On Gorée Island near Dakar, the slaving past is right there for you to see, not roped off at the far end of an endless queue, but joined by and overlaid with the living of real life, the imperative of real Senegalese local people trying to make a living.
In African tourism, life is right there in front of you, showing you which plains animal has gone to meet its maker overnight on the savannah. Or spying a Martial Eagle standing astride one of its formidable eggs, glaring in cold defiance, utterly daring you to come one inch closer. Or in the intricate organization of a clan of two dozen hyenas at their den. Or perhaps on a remarkable afternoon, the mating of leopards.
African tourism is also the chance to ponder the frailty of human political systems while sitting stock still in traffic in Dar es Salaam — one of the places whose experiment with ‘Socialism’ under Julius Nyerere thirty plus years ago, however well meant, seems to have kept it perennially stuck at a disadvantage and forever straining to catch up.
There are few middle market accommodations in far-flung national parks and prime wildlife locations; that makes wildlife viewing trickier. It’s a fair criticism. At first glance, it looks like there are either heavenly thousand dollar per person per night safari lodges usually brokered through European or American tour companies and marketed abroad, or there are hovels.

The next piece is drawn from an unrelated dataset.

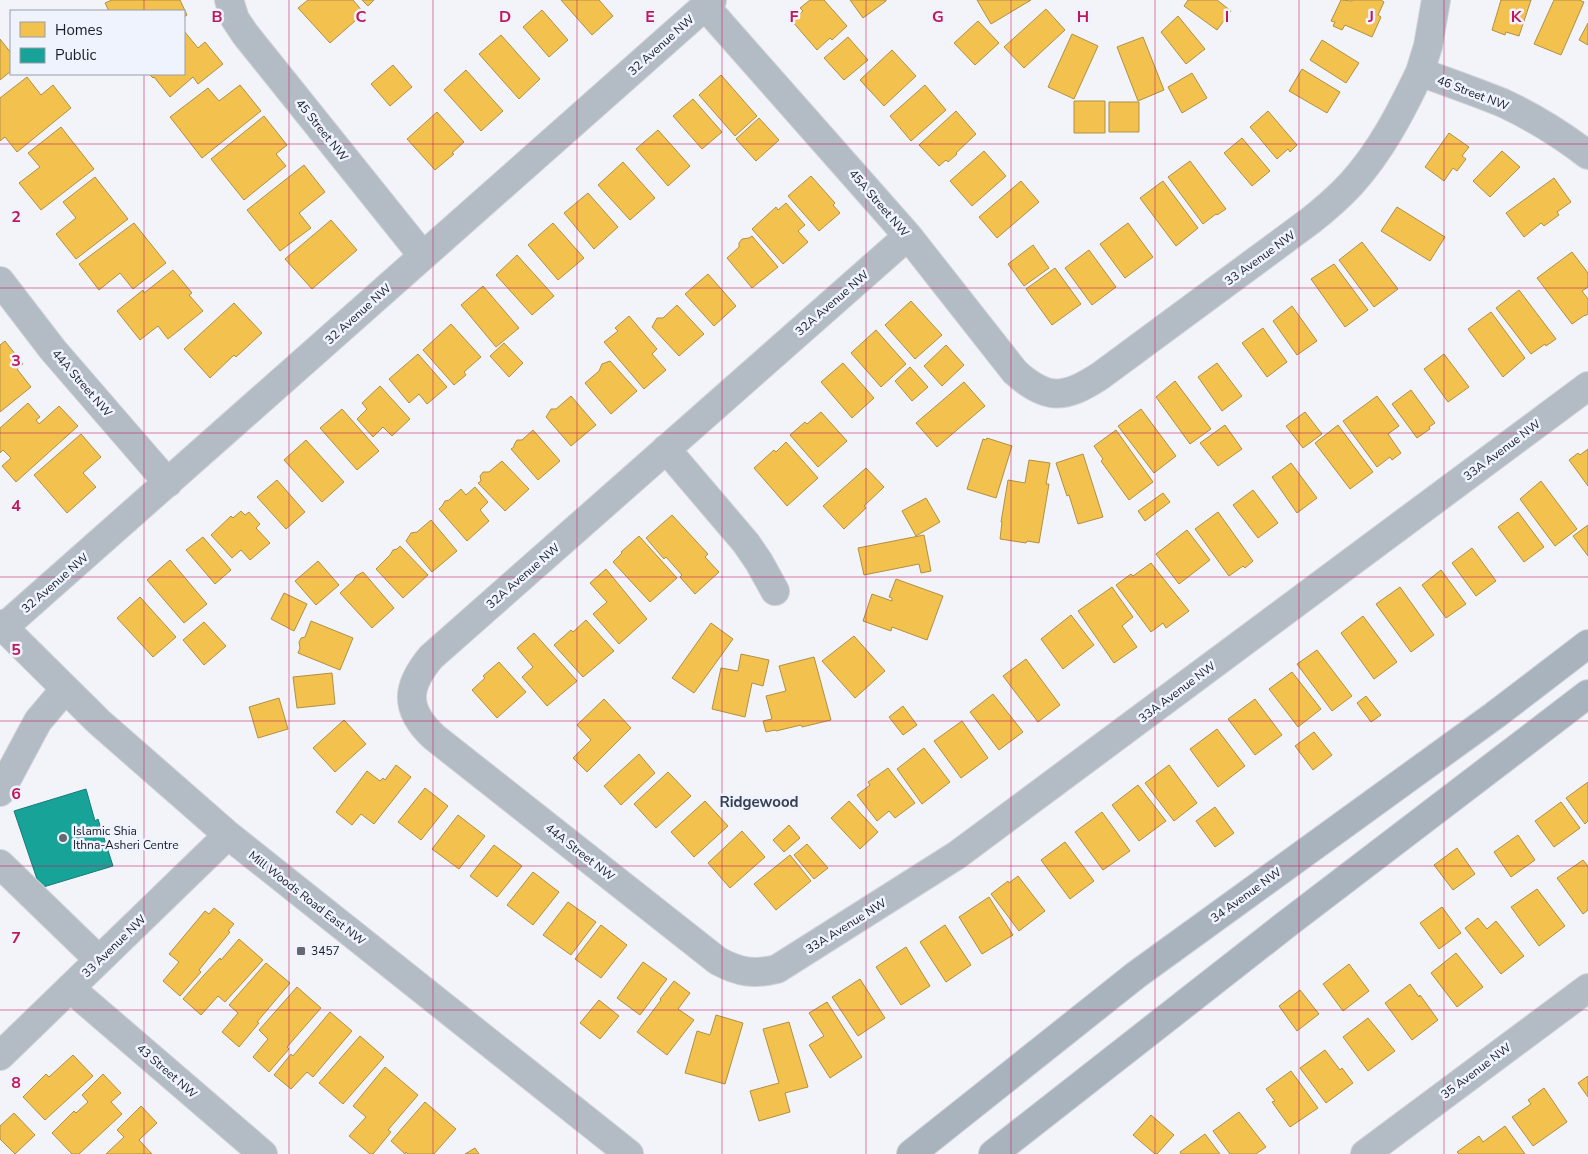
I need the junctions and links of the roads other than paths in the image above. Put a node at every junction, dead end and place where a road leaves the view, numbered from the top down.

Some of our utterly best-in-the-world travel memories come from Africa, and a large part of that is African style and grace, what you might call presentation-panache. Compare and contrast the challenges presented in serving you a memorable dining experience at the Adlon on the Unter den Linden with pulling that off where every last thing comes bouncing down a dusty road once a week in a panel truck.
(Granted, if you’re at the far end of a sweaty ninety minute small plane ride yourself, or you just spent six hours bouncing in a Landcruiser to get here, you just may be more disposed to be favorably impressed by a nice presentation here than by the jaded garçon at Les Deux Magots.)
Still and to be fair, it’s not all butterflies and puppy dogs out there. I have an indelible memory of a story told by our intrepid, Africa-professional friends, a couple who lived in and camped across Africa for so long it became a matter of course, and who still yet managed to turn up somewhere on the far side of Fort Portal in Uganda so rank that they pitched a tent inside their own hotel room.
Practically speaking, if you hunt for them you can sometimes find, there middle-level hotels and lodges. At the Ol Tukai Lodge, not far from the airstrip in the Amboseli National Park, we once we had a front porch that opened onto a view of nothing but savannah and families of elephants, for somewhere in the three or four hundred dollar a night range. Ordinary American hotel chains have done a whole lot of catching up to prices like that since Covid. The Serena chain has midrange lodges from Kenya to Congo to Mozambique (and incidentally, a hotel in Kabul, if you’re game.)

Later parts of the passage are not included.